Afghanistan Calls for Joint Border Patrol with Pakistan

Afghanistan's defense minister is in Washington, promoting his plan to establish a joint Afghan-Pakistani military force to patrol the dangerous border between the two countries. VOA's Kent Klein reports.

Violence in Afghanistan this year is at its highest level since the U.S.-led invasion in 2001. Some 3,000 people have been killed in Afghanistan during the past year. U.S. President George Bush has promised to send about 4,500 additional American troops to Afghanistan in January.

One of the most violent areas of Afghanistan is the mountainous region along the border with Pakistan, where the leaders of the Taliban and the al-Qaida terror network are believed to be operating.

Afghanistan's Defense Minister, General Abdul Rahim Wardak, says he wants to work with his counterparts in Pakistan to create a joint military force to fight terrorism in the region.

"We need to establish an enhanced mechanism for practical cross-border cooperation, including strengthening routine links between our military, border security and law enforcement institutions. We must move beyond diplomacy and confidence-builing exchanges, to the delivery of practical results," he said.

Wardak spoke Wednesday at a forum at The Heritage Foundation, a Washington-based research institute.
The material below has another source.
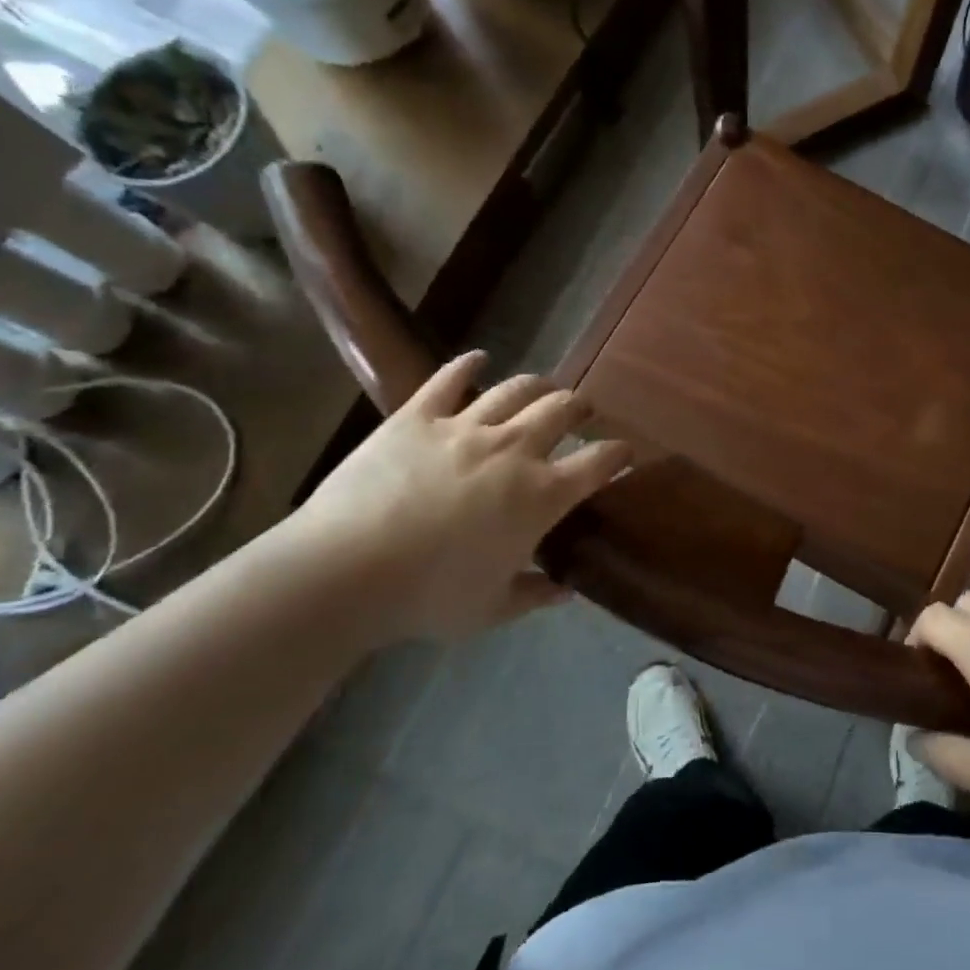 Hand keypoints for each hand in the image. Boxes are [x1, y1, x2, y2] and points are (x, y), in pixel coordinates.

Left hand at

"We should help each other interfere with the terrorists' communication, planning, weapon procurement, training and capturing their senior leadership. I continue to believe that we need mechanisms for responding jointly to incidents, whichever side of the border they occur," he said.

General Wardak says he has not discussed the proposal with Pakistani officials.
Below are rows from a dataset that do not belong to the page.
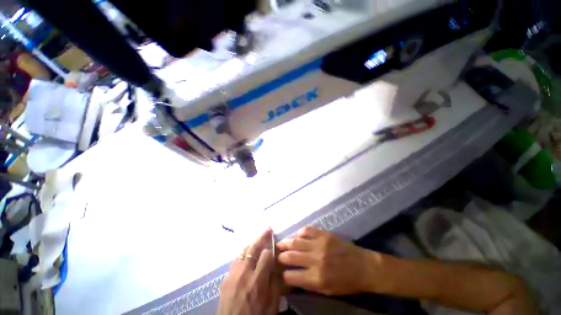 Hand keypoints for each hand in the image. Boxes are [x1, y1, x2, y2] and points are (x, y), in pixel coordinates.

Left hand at [217, 228, 281, 314]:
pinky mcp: (225, 278)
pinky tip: (247, 253)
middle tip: (267, 228)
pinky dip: (243, 253)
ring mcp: (233, 274)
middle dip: (262, 236)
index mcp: (258, 281)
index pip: (266, 255)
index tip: (274, 247)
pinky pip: (236, 259)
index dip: (271, 249)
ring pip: (243, 251)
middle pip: (253, 248)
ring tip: (257, 238)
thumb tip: (277, 266)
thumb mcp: (272, 306)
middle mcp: (244, 273)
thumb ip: (276, 284)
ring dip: (252, 243)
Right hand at [277, 227, 377, 295]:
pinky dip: (300, 232)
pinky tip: (298, 235)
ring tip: (280, 243)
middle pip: (290, 257)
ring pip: (296, 241)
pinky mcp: (324, 234)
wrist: (364, 267)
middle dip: (280, 256)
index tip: (279, 272)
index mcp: (316, 278)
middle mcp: (315, 260)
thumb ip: (308, 284)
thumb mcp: (327, 290)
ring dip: (286, 243)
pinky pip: (307, 230)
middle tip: (276, 255)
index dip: (282, 275)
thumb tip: (292, 277)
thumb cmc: (347, 283)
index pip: (290, 276)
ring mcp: (320, 244)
Wardak acknowledges that the Taliban is gaining strength and becoming more organized. But he says Afghanistan's national security forces and police have been improving steadily, and that he is optimistic that stability and security can be achieved.

The defense minister says international support will be crucial in the near term.
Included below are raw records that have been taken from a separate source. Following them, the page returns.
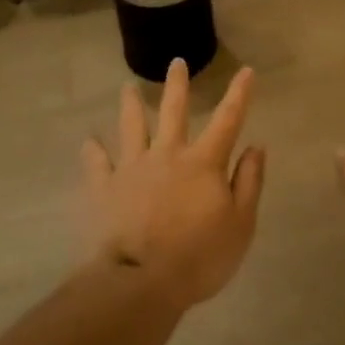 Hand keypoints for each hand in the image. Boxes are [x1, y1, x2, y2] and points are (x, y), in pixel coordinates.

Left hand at [83, 60, 263, 307]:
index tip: (246, 70)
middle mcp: (167, 154)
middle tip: (176, 62)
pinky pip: (97, 163)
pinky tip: (88, 141)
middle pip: (172, 111)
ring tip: (127, 86)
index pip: (227, 120)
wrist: (140, 282)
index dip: (239, 94)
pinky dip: (92, 150)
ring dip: (130, 104)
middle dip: (177, 85)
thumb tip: (256, 147)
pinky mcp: (105, 188)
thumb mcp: (240, 225)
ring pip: (131, 126)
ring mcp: (132, 168)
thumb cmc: (199, 257)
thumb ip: (248, 183)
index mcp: (203, 162) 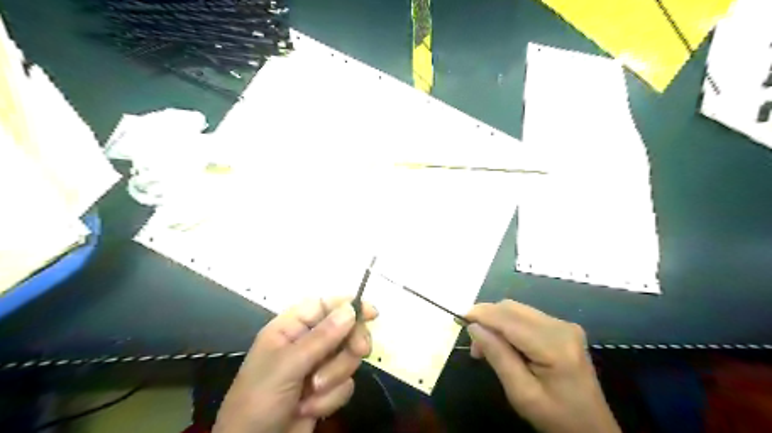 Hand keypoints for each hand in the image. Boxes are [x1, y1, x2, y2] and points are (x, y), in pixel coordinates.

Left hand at [213, 299, 376, 432]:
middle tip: (359, 351)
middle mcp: (306, 343)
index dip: (348, 305)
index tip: (372, 313)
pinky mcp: (326, 390)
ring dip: (335, 377)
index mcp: (290, 329)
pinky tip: (308, 409)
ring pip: (347, 358)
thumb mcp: (287, 366)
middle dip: (349, 345)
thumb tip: (350, 309)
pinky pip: (345, 384)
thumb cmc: (259, 400)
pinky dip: (330, 399)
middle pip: (344, 330)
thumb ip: (321, 338)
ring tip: (312, 392)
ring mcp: (317, 367)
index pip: (324, 305)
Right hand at [464, 299, 618, 432]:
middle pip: (512, 308)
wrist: (592, 429)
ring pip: (517, 310)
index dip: (481, 314)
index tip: (458, 319)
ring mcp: (564, 325)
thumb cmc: (556, 417)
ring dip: (496, 321)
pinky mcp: (563, 328)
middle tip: (474, 345)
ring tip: (486, 347)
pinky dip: (508, 325)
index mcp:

"An increase of international forces is welcome, and can provide transitional relief, until the Afghan national security forces are fully developed. But the Afghan national security forces are the long-term solution," he said.

General Wardak says the second factor for success is whether Afghanistan's electoral institutions deliver a legitimate, elected government. The third, he says, is international pressure to deny safe haven, sanctuary and support for terrorists.

The Afghan defense minister says turning back the recent surge in violence will require increasing the size of Afghanistan's Army from 76,000 troops to 134,000.